Problem to solve –
All entries must be transcribed exactly, down to the last character.
START Input data
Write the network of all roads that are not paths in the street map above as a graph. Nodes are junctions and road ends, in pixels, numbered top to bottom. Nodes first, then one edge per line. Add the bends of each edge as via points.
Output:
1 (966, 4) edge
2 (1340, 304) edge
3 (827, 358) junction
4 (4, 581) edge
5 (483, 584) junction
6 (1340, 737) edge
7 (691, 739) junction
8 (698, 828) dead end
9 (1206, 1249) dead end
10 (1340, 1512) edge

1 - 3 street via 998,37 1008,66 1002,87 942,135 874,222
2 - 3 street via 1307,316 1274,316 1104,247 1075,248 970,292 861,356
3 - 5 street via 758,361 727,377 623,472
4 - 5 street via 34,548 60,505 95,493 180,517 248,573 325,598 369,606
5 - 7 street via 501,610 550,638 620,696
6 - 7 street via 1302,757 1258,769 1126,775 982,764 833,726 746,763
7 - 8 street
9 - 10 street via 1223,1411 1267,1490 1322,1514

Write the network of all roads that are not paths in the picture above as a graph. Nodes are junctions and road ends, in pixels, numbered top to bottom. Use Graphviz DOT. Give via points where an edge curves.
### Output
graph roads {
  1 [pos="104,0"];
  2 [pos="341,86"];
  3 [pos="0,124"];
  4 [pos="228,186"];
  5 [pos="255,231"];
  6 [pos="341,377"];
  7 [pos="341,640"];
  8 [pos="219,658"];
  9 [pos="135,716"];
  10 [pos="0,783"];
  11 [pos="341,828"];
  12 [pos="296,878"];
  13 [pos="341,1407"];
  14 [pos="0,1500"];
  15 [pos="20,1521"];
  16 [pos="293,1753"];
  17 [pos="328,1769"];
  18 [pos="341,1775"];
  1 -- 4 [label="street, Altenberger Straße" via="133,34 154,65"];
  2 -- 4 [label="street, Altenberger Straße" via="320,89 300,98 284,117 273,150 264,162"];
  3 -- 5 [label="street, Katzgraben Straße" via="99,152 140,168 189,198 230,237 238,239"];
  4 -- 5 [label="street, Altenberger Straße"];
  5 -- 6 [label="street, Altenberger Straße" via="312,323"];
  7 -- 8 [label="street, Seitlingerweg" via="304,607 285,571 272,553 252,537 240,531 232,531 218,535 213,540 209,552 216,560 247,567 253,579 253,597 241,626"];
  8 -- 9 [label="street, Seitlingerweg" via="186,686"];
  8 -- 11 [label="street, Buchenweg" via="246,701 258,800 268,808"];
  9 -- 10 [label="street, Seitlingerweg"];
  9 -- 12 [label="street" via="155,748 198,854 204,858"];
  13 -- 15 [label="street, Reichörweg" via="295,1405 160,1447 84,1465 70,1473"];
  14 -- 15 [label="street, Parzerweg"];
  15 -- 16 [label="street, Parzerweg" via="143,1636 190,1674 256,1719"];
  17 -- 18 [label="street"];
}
END Input data
Result below –
Write the network of all roads that are not paths in the street map above as a graph. Nodes are junctions and road ends, in pixels, numbered top to bottom. Nodes first, then one edge per line. Add the bends of each edge as via points.
Output:
1 (966, 4) edge
2 (1340, 304) edge
3 (827, 358) junction
4 (4, 581) edge
5 (483, 584) junction
6 (1340, 737) edge
7 (691, 739) junction
8 (698, 828) dead end
9 (1206, 1249) dead end
10 (1340, 1512) edge

1 - 3 street via 998,37 1008,66 1002,87 942,135 874,222
2 - 3 street via 1307,316 1274,316 1104,247 1075,248 970,292 861,356
3 - 5 street via 758,361 727,377 623,472
4 - 5 street via 34,548 60,505 95,493 180,517 248,573 325,598 369,606
5 - 7 street via 501,610 550,638 620,696
6 - 7 street via 1302,757 1258,769 1126,775 982,764 833,726 746,763
7 - 8 street
9 - 10 street via 1223,1411 1267,1490 1322,1514

Write the network of all roads that are not paths in the picture above as a graph. Nodes are junctions and road ends, in pixels, numbered top to bottom. Use Graphviz DOT. Give via points where an edge curves.
### Output
graph roads {
  1 [pos="104,0"];
  2 [pos="341,86"];
  3 [pos="0,124"];
  4 [pos="228,186"];
  5 [pos="255,231"];
  6 [pos="341,377"];
  7 [pos="341,640"];
  8 [pos="219,658"];
  9 [pos="135,716"];
  10 [pos="0,783"];
  11 [pos="341,828"];
  12 [pos="296,878"];
  13 [pos="341,1407"];
  14 [pos="0,1500"];
  15 [pos="20,1521"];
  16 [pos="293,1753"];
  17 [pos="328,1769"];
  18 [pos="341,1775"];
  1 -- 4 [label="street, Altenberger Straße" via="133,34 154,65"];
  2 -- 4 [label="street, Altenberger Straße" via="320,89 300,98 284,117 273,150 264,162"];
  3 -- 5 [label="street, Katzgraben Straße" via="99,152 140,168 189,198 230,237 238,239"];
  4 -- 5 [label="street, Altenberger Straße"];
  5 -- 6 [label="street, Altenberger Straße" via="312,323"];
  7 -- 8 [label="street, Seitlingerweg" via="304,607 285,571 272,553 252,537 240,531 232,531 218,535 213,540 209,552 216,560 247,567 253,579 253,597 241,626"];
  8 -- 9 [label="street, Seitlingerweg" via="186,686"];
  8 -- 11 [label="street, Buchenweg" via="246,701 258,800 268,808"];
  9 -- 10 [label="street, Seitlingerweg"];
  9 -- 12 [label="street" via="155,748 198,854 204,858"];
  13 -- 15 [label="street, Reichörweg" via="295,1405 160,1447 84,1465 70,1473"];
  14 -- 15 [label="street, Parzerweg"];
  15 -- 16 [label="street, Parzerweg" via="143,1636 190,1674 256,1719"];
  17 -- 18 [label="street"];
}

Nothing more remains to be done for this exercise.